Trumpet concerto in E flat major

Times change and musical instruments change with them. The trumpet, for instance, had originally been able to play only notes of the natural overtone series. In the Baroque era, a special technique existed to make the most of this situation. The overtones are closer together in the second octave than they are in the first; in fact, after the seventh overtone, they more or less add up to a complete scale. The special technique consisted in developing the player’s skills at playing in the high register (known as the “clarino”) register. Yet in the Classical period this was no longer sufficient; in fact, the need arose to fill out the gaps in the instrument’s lower range and to provide it with a full chromatic scale in all registers.

Several methods were devised to accomplish this, but none was entirely satisfactory until the first valve trumpets were constructed in the early 19th century. A transitional stage in the instrument’s evolution was represented by the keyed trumpet championed by the Austrian virtuoso Anton Weidinger (1767-1852). About Weidinger’s instrument, known as the organisirte Trompete, specialist Reine Dahlqvist has written: “The keys are brought together on one side of the instrument so as to be operated by one hand only; the other hand merely holds the instrument… The keys cover soundholes, and when opened raised the pitch: the key nearest the bell a semitone, the next by a tone, etc.”

Weidinger had been a member of the court opera in Vienna since 1792. He probably met Haydn when the latter returned from his second trip to London. Haydn agreed to write a concerto for this instrument, and produced a work that stands as a splendid example of his late style. Trumpet players are certainly not oversupplied with concertos by major composers; it is therefore all the more curious that Haydn’s trumpet concerto remained virtually unknown until the 20th century. It wasn’t published until 1931, and it was only in the 1950s that it began to attain the popularity it deserved.

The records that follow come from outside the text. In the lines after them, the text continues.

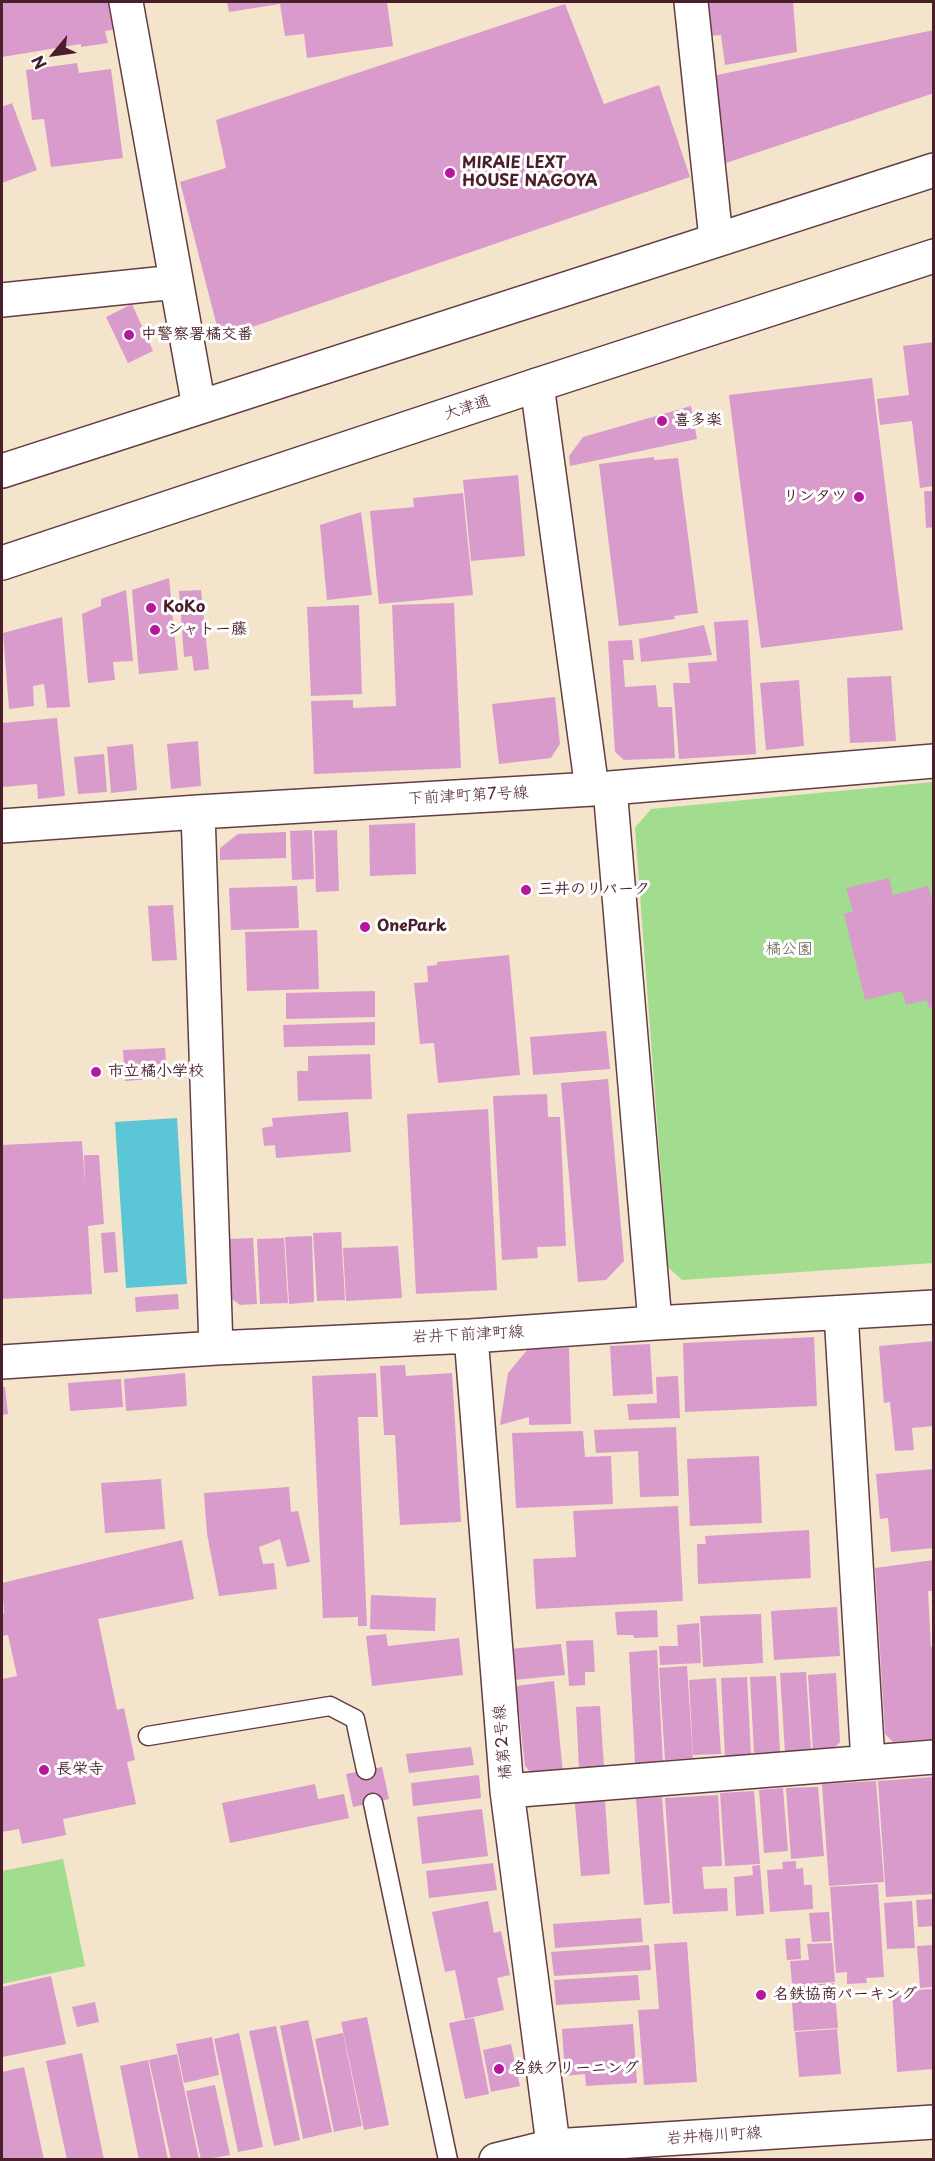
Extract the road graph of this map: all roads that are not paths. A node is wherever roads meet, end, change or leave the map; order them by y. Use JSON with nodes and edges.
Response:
{"nodes":[{"id":1,"x":126,"y":2,"type":"edge"},
{"id":2,"x":691,"y":2,"type":"edge"},
{"id":3,"x":933,"y":170,"type":"edge"},
{"id":4,"x":716,"y":239,"type":"junction"},
{"id":5,"x":933,"y":256,"type":"edge"},
{"id":6,"x":176,"y":282,"type":"junction"},
{"id":7,"x":2,"y":300,"type":"edge"},
{"id":8,"x":537,"y":385,"type":"junction"},
{"id":9,"x":199,"y":407,"type":"junction"},
{"id":10,"x":2,"y":471,"type":"edge"},
{"id":11,"x":2,"y":563,"type":"edge"},
{"id":12,"x":933,"y":761,"type":"edge"},
{"id":13,"x":601,"y":789,"type":"junction"},
{"id":14,"x":198,"y":812,"type":"junction"},
{"id":15,"x":2,"y":826,"type":"edge"},
{"id":16,"x":933,"y":1307,"type":"edge"},
{"id":17,"x":841,"y":1313,"type":"junction"},
{"id":18,"x":655,"y":1323,"type":"junction"},
{"id":19,"x":471,"y":1336,"type":"junction"},
{"id":20,"x":216,"y":1348,"type":"junction"},
{"id":21,"x":2,"y":1362,"type":"edge"},
{"id":22,"x":148,"y":1736,"type":"dead end"},
{"id":23,"x":933,"y":1757,"type":"edge"},
{"id":24,"x":868,"y":1762,"type":"junction"},
{"id":25,"x":366,"y":1770,"type":"dead end"},
{"id":26,"x":507,"y":1791,"type":"junction"},
{"id":27,"x":373,"y":1803,"type":"dead end"},
{"id":28,"x":933,"y":2122,"type":"edge"},
{"id":29,"x":554,"y":2153,"type":"edge"},
{"id":30,"x":448,"y":2160,"type":"edge"},
{"id":31,"x":496,"y":2160,"type":"edge"}],
"edges":[{"from":1,"to":6,"type":"street"},
{"from":2,"to":4,"type":"street"},
{"from":3,"to":4,"type":"street"},
{"from":4,"to":9,"type":"street"},
{"from":5,"to":8,"type":"street","name":"大津通"},
{"from":6,"to":7,"type":"street"},
{"from":6,"to":9,"type":"street"},
{"from":8,"to":11,"type":"street","name":"大津通"},
{"from":8,"to":13,"type":"street"},
{"from":9,"to":10,"type":"street"},
{"from":12,"to":13,"type":"street","name":"下前津町第7号線"},
{"from":13,"to":14,"type":"street","name":"下前津町第7号線"},
{"from":13,"to":18,"type":"street"},
{"from":14,"to":15,"type":"street","name":"下前津町第7号線"},
{"from":14,"to":20,"type":"street"},
{"from":16,"to":17,"type":"street","name":"岩井下前津町線"},
{"from":17,"to":18,"type":"street","name":"岩井下前津町線"},
{"from":17,"to":24,"type":"street"},
{"from":18,"to":19,"type":"street","name":"岩井下前津町線"},
{"from":19,"to":20,"type":"street","name":"岩井下前津町線"},
{"from":19,"to":26,"type":"street","name":"橘第2号線"},
{"from":20,"to":21,"type":"street","name":"岩井下前津町線"},
{"from":22,"to":25,"type":"lane"},
{"from":23,"to":24,"type":"street"},
{"from":24,"to":26,"type":"street"},
{"from":26,"to":29,"type":"street","name":"橘第2号線"},
{"from":27,"to":30,"type":"lane"},
{"from":28,"to":29,"type":"street","name":"岩井梅川町線"},
{"from":29,"to":31,"type":"street","name":"岩井梅川町線"}]}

Classical concertos usually start with an orchestral exposition during which the soloist is silent. In this case, however, the soloist plays a single loud note and two short fanfare motifs during the tutti section. This was probably to allow the soloist to warm up in preparation for the solo. The solo exposition gave Weidinger the opportunity to demonstrate what his new-fangled instrument could do. But Haydn was evidently concerned with more than demonstrating: he used the chromatic notes of the keyed trumpet to shape melodies of great sensitivity that alternate with more typical, fanfare-like trumpet writing. The second-movement Andante has a gentle lyrical tune that the solo trumpet takes over from the violins and the first flute; it has to match these traditional “singing” instruments in gentleness and expressivity. The chromatic notes of the trumpet, as well as its ability to play fast-moving ornaments, are put to good use in this brief but memorable movement. The last movement is a typical Haydnesque contredanse finale, with themes reminiscent of a popular dance type of the period woven into a brilliant rondo that displays the virtuosity of the soloist along with (one more time) his sensational chromatic notes.